Source data
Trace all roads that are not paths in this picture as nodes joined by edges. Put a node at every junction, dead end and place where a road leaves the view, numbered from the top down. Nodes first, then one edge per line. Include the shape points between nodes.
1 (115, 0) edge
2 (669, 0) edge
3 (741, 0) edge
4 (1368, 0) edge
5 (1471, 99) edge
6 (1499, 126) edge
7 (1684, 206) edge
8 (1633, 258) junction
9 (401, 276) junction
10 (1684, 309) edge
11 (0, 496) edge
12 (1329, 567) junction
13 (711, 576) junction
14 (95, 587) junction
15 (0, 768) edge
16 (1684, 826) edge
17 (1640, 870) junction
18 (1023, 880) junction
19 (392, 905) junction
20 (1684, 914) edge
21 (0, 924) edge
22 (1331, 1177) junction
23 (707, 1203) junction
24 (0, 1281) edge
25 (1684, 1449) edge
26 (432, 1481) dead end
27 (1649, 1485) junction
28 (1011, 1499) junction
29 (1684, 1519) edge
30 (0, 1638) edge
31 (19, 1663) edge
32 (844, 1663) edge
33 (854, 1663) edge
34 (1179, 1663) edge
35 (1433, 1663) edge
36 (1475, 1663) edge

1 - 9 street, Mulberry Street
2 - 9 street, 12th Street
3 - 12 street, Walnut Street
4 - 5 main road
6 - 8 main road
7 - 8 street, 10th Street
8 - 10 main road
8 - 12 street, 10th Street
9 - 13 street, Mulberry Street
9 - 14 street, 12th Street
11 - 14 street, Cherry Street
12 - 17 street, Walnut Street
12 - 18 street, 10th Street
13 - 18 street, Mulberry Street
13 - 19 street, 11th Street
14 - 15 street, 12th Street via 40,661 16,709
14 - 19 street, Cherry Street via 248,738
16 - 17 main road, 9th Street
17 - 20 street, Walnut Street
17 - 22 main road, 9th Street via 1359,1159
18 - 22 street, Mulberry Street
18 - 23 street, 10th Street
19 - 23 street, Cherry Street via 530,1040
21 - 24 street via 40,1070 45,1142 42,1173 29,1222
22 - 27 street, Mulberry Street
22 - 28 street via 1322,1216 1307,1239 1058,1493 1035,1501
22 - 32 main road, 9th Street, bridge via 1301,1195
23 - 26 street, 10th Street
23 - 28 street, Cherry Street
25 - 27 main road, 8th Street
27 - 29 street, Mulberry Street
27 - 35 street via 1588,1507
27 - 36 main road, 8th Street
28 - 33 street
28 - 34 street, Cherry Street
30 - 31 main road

Exercise
Within the records, count the lines that include the word "Walnut". Answer with the number only.

Response to the exercise
3